– Иваныч, кто-то конкретный косяк запорол! – неожиданно услышал Полунин голос Батурина. – И этому чмошнику, в натуре, придется ответить!
– Ты о чем? – Владимир удивленно посмотрел на него, словно не понимал, где находится и что вокруг происходит.
– Твою хату, в натуре, сожгли, – с гримасой злости на лице ответил Николай. – Это конкретный наезд, и я собираюсь с этим разобраться! Найдешь, где переночевать?
– Придумаю что-нибудь, – ответил Полунин.
– Тогда я помчался, – жестко усмехнулся Батурин. – Займусь этими поджигателями, мать их...
Он развернулся и помчался к своей машине, а Полунин растерянно посмотрел ему вслед. Владимир задумался, кому бы понадобилось поджечь его квартиру. И тут, словно вспышка молнии, на ум пришли слова Веселовского: «...захватите акции с собой!» И Владимиру вдруг показалось, что он вернулся в прошлое.
Полунин больше не связывал покушение на свою жизнь с делом Либерзона. Стреляли в него совсем по другой причине. И та же причина заставила сегодня неизвестных поджечь его квартиру – акции!
Кому-то до сих пор не дает покоя то, что Полунин остается владельцем сорока процентов акций «Нефтьоргсинтеза». Если учесть, что двадцать пять процентов этих ценных бумаг находятся в руках государства и становятся сегодня недосягаемыми для кого бы то ни было, то фактически на руках Владимира находится контрольный пакет. И это кому-то очень сильно мешает!
Не нужно было слишком сильно напрягаться, чтобы понять, для кого его решающее участие в делах «Нефтьоргсинтеза» словно кость в горле. Два года назад Томашевский вмешался в дела компании. Именно он послужил причиной для развязывания войны за владение «Нефтьоргсинтезом». Он до сих пор входит со своими акциями в совет директоров, и Полунин был уверен, что Томашевский не оставил мыслей избавиться от него и прибрать компанию к рукам.
Томашевский являлся владельцем крупной инвестиционной компании. И хотя офис его фирмы находился в Москве, предприятия, которыми владел Томашевский, располагались на территории всей России и в некоторых странах ближнего зарубежья.
Несмотря на то, что Томашевский был уже сейчас достаточно богат для того, чтобы обеспечить безбедную жизнь и себе, и своим детям, и внукам, он, как истый прожженный делец, всегда был неудовлетворен состоянием своих финансов, стараясь прибрать к рукам все, на что упадет его взгляд. А когда на его пути возникало препятствие, вроде несговорчивого Полунина, Томашевский избавлялся от него, не гнушаясь выбором способа.
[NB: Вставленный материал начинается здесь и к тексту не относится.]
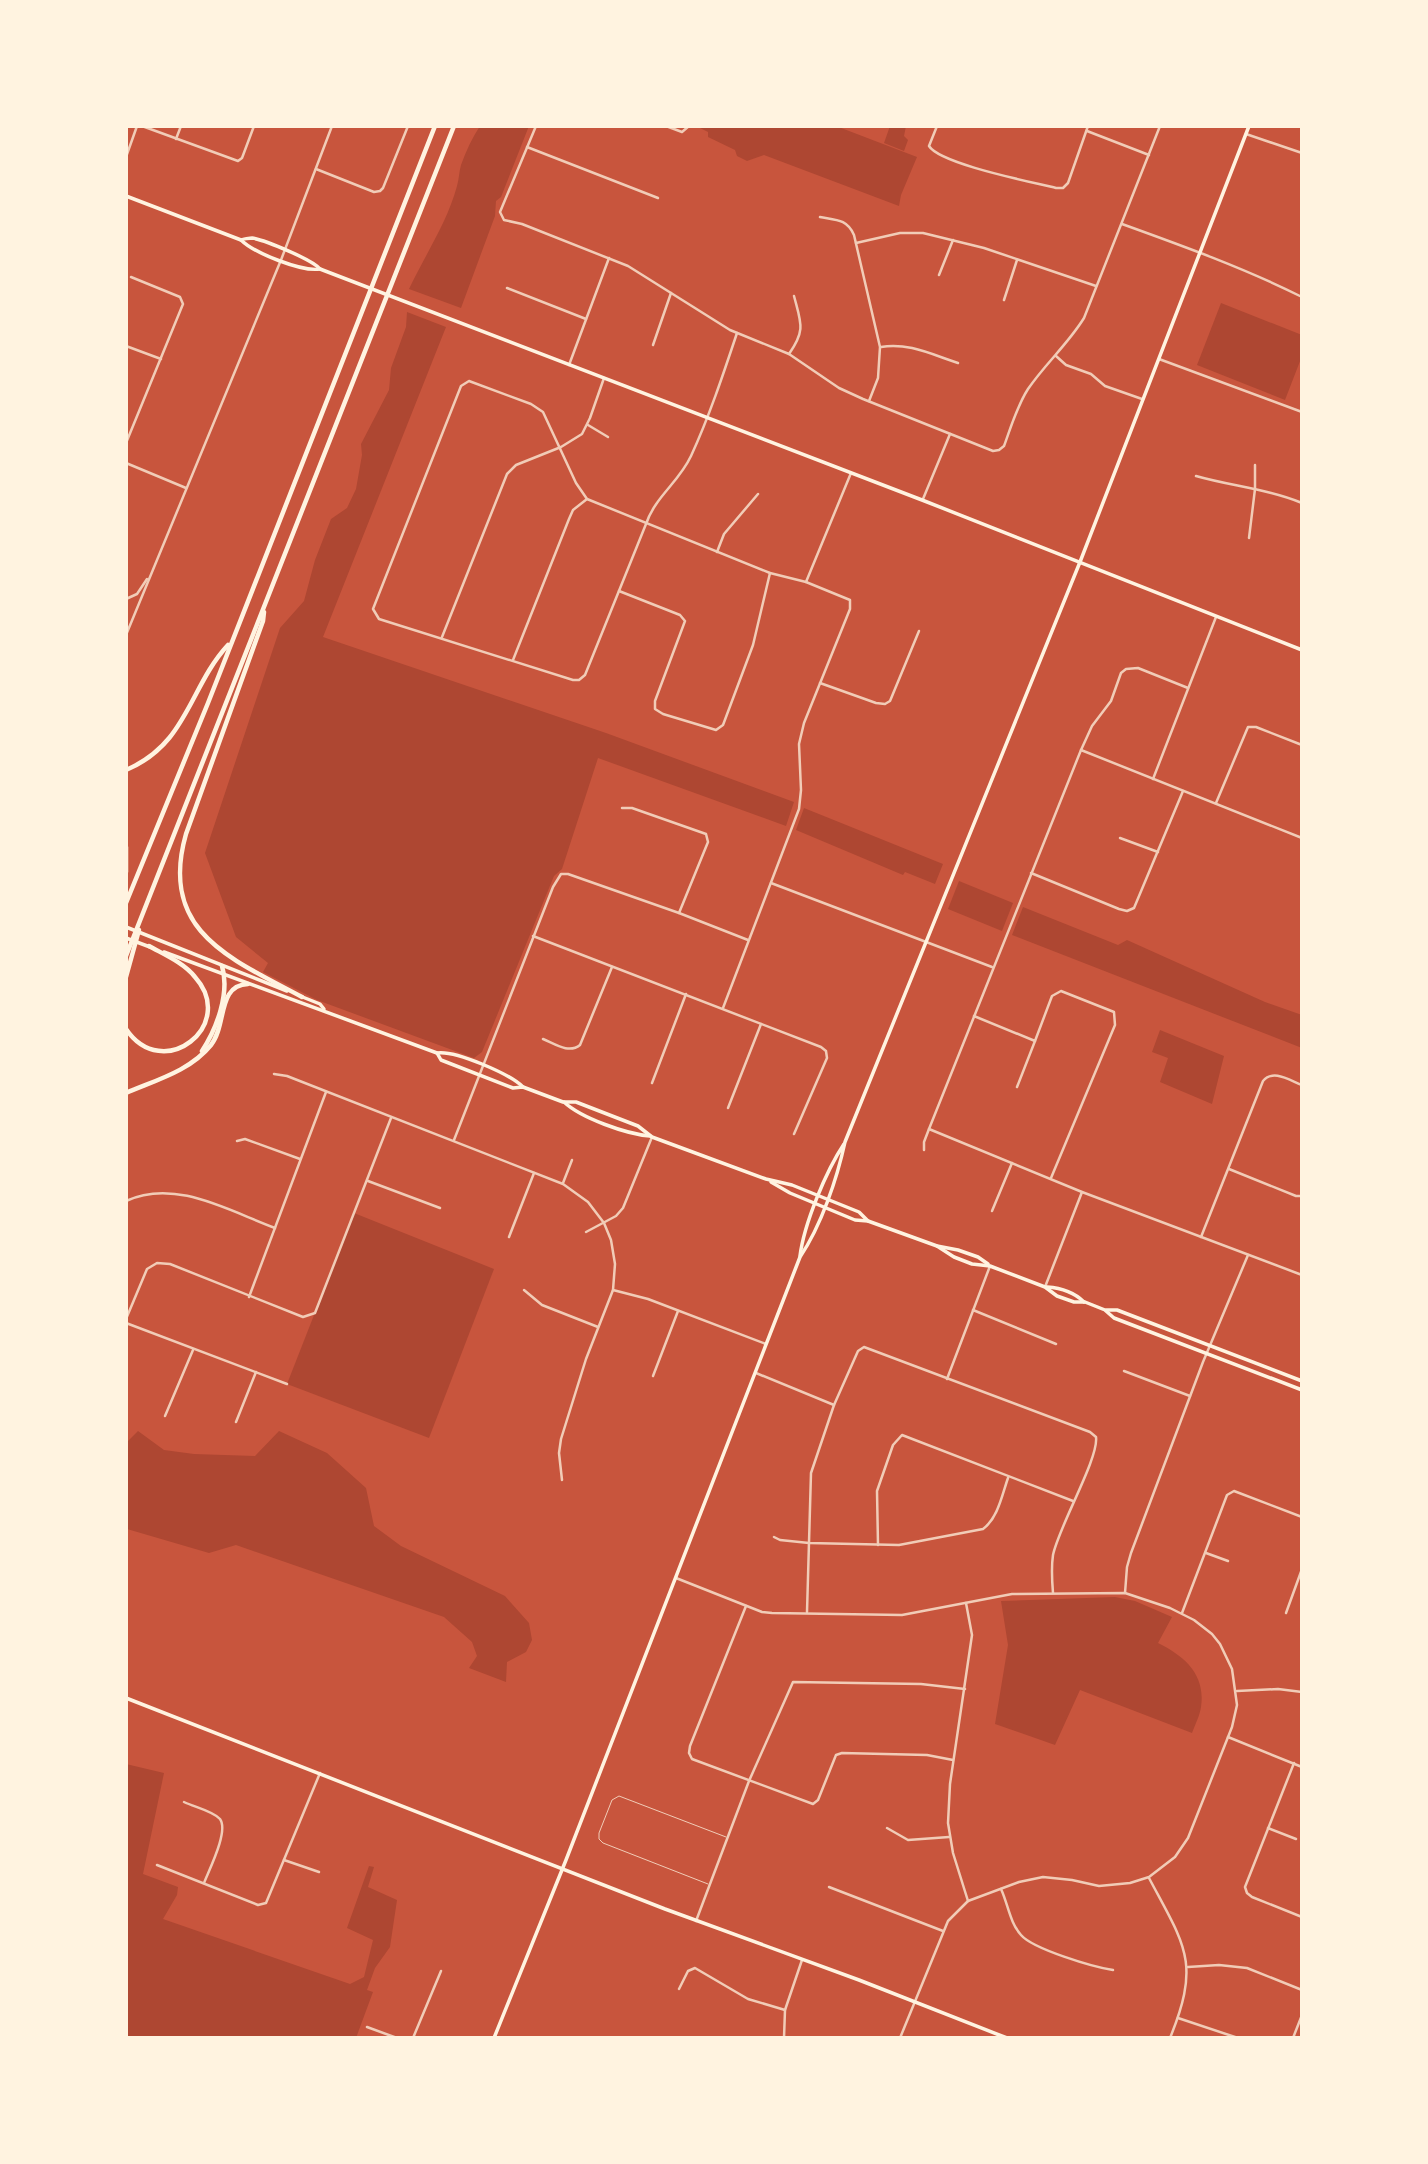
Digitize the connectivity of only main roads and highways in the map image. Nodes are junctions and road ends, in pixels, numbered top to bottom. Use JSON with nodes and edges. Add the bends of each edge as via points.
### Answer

Томашевский знал, что Полунин и Самбист оформили владение своими акциями так, что в случае смерти одного второй получает пай друга. Самбист был мертв, а Полунина спасло от смерти только чудо. Если бы тогда, в Тарасове, он промедлил хотя бы секунду, то уже отправился бы в мир иной. А поскольку переписать завещание он не успел, то акции автоматически переходили бы во владение его малолетнего сына.
Других родственников, кроме Антона, у Владимира не было. В случае его внезапной смерти сына бы отдали в детдом или назначили ему государственного попечителя. Зная Томашевского, Полунин понимал, что этот делец смог бы добиться назначения на эту должность нужного ему человека. Антона даже не потребовалось бы устранять. К тому моменту, когда мальчишке исполнилось бы восемнадцать, Томашевский мог успеть выкачать из «Нефтьоргсинтеза» все.
Но покушение на Полунина провалилось. Видимо, Томашевский не рискнул повторяться в своих грязных методах и задумал решить проблему другим способом. От Веселовского он узнал, что акции «Нефтьоргсинтеза» вместе со всеми юридическими документами, подтверждающими право владения, Владимир хранит дома, и решил выкрасть или уничтожить их. После этого Полунину будет стоить большого труда добиться их восстановления. Если вообще удастся!
Владимир чувствовал, как бешенство захлестывает его. Томашевский уже однажды вмешался в его жизнь, и это стоило жизни Анне. Но, похоже, этому человеку все мало, и он пытается окончательно разрушить судьбу Полунина! Он сжал кулаки. В конце концов, Полунину было наплевать на сгоревшие акции, но сегодня Томашевский мог лишить его последней радости в жизни – единственного сына.
Надо остановить Томашевского. Не только ради памяти Анны и обещания, данного Либерзону. Не только для своей безопасности и ради будущего сына, хотя это и было главным. Полунин вдруг понял, что Томашевский должен стать его крестом и Голгофой одновременно. Если Владимир хочет дальше жить честно, то остановить Томашевского, чувствовавшего абсолютную безопасность в российских условиях жизни, он просто обязан.